For the past 26 years, Nicholson has spent every Labor Day weekend on Main Street. Like many locals, Nicholson has raised a family dynasty around the festival. Where he once delivered fried apple pies, his granddaughter now titles herself the “director of ice services.”
Nicholson remembers sitting with his wife and young daughters, watching the parade from the balcony of the historic courthouse. This year, when he turned down Main Street, it was empty.
“I had decided that I was not going to be overly sad about it because it was the right decision,” Nicholson said. “But this is not what it’s supposed to look like. This is wrong.”
No one knows what happens next.
Help won’t be coming from the private sector. The governor’s shutdowns crippled local chambers’ ability to aid their businesses.

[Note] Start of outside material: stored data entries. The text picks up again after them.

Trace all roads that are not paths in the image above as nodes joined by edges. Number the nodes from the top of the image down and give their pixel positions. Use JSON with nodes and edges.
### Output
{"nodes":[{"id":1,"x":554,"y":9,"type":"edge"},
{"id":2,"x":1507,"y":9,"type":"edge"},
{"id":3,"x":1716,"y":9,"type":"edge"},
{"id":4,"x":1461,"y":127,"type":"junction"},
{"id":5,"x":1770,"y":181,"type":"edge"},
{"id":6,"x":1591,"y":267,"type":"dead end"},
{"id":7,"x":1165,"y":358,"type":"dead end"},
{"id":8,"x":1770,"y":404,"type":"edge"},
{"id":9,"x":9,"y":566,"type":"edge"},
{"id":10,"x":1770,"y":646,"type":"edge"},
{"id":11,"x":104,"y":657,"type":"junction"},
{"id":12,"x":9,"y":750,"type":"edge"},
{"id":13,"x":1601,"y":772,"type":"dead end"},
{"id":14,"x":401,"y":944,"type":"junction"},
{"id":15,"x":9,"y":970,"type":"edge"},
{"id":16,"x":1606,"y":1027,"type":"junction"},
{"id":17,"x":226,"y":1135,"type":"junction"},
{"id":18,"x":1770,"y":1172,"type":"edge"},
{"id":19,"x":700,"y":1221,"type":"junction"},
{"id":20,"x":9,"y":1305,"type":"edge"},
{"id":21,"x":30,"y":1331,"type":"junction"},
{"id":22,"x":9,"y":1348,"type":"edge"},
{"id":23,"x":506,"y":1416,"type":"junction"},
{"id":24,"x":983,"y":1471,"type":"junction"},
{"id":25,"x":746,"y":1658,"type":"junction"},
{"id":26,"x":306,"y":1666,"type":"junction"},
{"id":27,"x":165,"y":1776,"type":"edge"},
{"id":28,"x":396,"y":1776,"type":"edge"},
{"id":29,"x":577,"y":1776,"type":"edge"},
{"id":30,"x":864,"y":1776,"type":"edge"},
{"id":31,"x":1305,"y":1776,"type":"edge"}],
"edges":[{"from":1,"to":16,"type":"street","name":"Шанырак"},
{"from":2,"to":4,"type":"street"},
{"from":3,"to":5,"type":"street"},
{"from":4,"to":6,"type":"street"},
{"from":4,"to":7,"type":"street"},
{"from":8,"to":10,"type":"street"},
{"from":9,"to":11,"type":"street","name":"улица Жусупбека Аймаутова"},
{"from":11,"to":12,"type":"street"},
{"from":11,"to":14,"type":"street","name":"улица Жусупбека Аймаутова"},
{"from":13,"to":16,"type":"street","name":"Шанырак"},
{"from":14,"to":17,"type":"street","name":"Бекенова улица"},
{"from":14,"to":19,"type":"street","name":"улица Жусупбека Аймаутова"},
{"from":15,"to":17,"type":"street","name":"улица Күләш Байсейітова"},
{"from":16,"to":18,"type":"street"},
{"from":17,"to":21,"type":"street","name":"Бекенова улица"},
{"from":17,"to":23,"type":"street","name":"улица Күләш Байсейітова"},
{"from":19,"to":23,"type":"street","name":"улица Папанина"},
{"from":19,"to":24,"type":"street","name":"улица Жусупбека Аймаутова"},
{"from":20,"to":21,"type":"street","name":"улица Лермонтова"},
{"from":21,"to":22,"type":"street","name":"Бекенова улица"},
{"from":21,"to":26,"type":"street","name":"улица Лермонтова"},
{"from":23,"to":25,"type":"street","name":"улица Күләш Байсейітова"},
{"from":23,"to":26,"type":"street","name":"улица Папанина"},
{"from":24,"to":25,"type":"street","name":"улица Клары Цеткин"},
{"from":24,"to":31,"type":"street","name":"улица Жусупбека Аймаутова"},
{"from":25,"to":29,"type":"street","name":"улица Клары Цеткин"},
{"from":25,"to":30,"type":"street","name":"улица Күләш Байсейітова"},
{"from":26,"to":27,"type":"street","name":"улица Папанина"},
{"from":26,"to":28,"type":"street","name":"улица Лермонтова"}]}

When even the giants stumble, small town festivals struggle to survive.
In Dillsboro, they’re making plans for the next season. The pottery festival will return, but most locals’ plans rely on a vaccine or a miracle. They all share the low horizons of survival. No one is looking far into the future.
They’ll hold on until they have to let go, and a little longer, too.
Dillard says he’ll make it until early in the year if the shutdowns continue. After that, he can’t – or won’t – say.
“One way or the other,” Dillard said.